Task -
Below are records with pictures. Transcribe exactly, and only, the lines from the line with "ring mcp: (866, 907)" to the line with "middle mcp: (143, 166)", both ends included, but not the pictures.

(Pictured people or hands with joints)
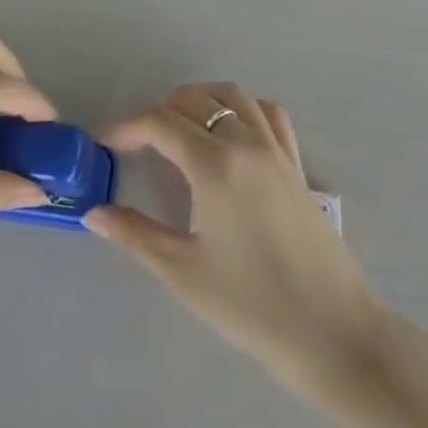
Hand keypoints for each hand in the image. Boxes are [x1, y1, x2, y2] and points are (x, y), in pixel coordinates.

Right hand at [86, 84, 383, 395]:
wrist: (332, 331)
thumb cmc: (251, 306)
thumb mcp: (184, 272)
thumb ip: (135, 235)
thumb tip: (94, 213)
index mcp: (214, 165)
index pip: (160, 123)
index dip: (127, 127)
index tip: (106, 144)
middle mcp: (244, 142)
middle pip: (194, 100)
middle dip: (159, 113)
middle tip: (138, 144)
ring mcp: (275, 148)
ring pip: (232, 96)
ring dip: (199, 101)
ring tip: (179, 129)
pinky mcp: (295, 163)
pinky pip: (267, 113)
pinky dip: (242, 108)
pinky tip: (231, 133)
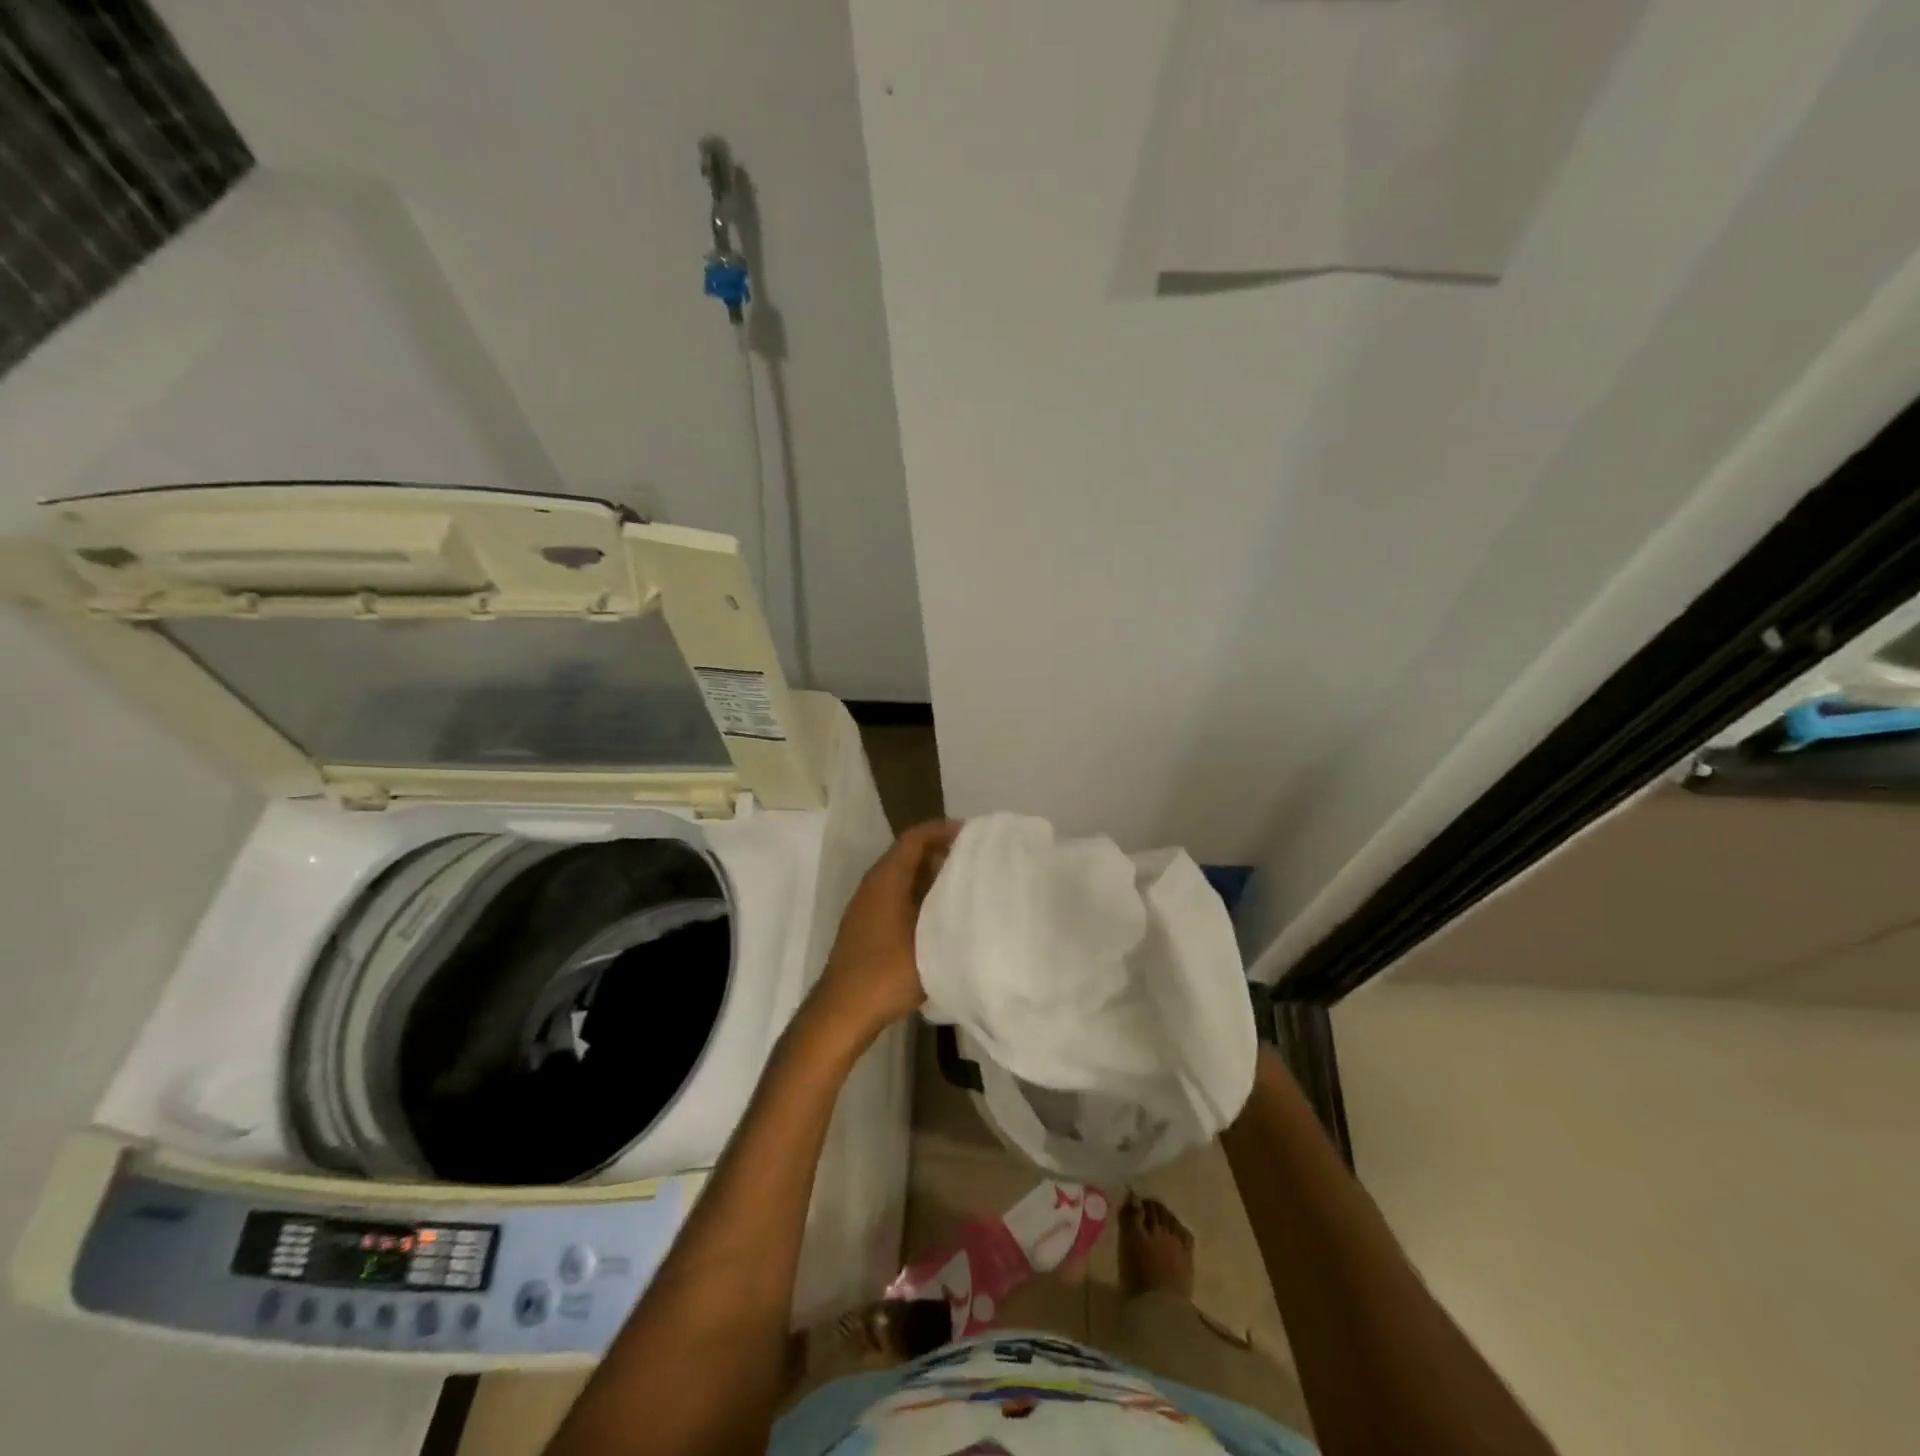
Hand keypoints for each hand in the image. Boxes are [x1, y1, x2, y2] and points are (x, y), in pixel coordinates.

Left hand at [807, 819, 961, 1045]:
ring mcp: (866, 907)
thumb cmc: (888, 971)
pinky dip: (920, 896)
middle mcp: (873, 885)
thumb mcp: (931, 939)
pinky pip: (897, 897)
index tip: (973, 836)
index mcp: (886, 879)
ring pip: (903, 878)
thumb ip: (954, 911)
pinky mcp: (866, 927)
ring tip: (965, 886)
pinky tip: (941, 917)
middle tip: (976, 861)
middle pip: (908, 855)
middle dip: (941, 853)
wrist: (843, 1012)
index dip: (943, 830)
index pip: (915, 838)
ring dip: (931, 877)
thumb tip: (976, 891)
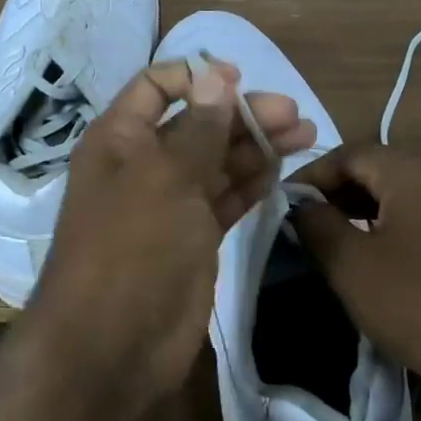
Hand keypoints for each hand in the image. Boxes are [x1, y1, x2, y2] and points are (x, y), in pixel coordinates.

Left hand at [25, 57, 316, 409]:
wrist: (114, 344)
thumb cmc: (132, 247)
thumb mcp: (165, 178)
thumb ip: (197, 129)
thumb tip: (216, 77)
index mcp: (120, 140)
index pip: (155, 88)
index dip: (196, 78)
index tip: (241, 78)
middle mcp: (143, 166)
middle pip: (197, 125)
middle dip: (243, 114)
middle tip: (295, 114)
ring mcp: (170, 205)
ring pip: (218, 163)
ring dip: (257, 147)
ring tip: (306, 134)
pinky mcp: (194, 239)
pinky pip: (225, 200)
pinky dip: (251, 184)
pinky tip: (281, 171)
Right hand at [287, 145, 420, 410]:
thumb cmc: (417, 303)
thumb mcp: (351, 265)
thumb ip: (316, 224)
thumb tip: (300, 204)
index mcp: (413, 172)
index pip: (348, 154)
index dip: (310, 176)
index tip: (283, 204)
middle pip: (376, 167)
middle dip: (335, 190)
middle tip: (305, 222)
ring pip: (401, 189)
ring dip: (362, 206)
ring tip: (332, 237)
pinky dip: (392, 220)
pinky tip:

Output for this task -
ring mcp: (866, 907)
thumb cmc: (888, 971)
pinky dip: (920, 896)
middle mcp: (873, 885)
thumb mcp: (931, 939)
pinky pip: (897, 897)
index tip: (973, 836)
index mcp: (886, 879)
ring pip: (903, 878)
thumb ip: (954, 911)
pinky mcp: (866, 927)
ring tip: (965, 886)
pinky tip: (941, 917)
middle tip: (976, 861)
middle pip: (908, 855)
middle dip: (941, 853)
wrist: (843, 1012)
index dip: (943, 830)
index pip: (915, 838)
ring dip: (931, 877)
thumb tip: (976, 891)
Hand keypoints for each hand in the image. Boxes are [x1, y1, x2, y2] and points are (x, y), in pixel coordinates.

Left hand at [25, 57, 316, 409]:
wrist: (114, 344)
thumb cmc: (132, 247)
thumb mcp: (165, 178)
thumb ip: (197, 129)
thumb tip: (216, 77)
index mcp: (120, 140)
index pip: (155, 88)
index dip: (196, 78)
index tip: (241, 78)
middle mcp: (143, 166)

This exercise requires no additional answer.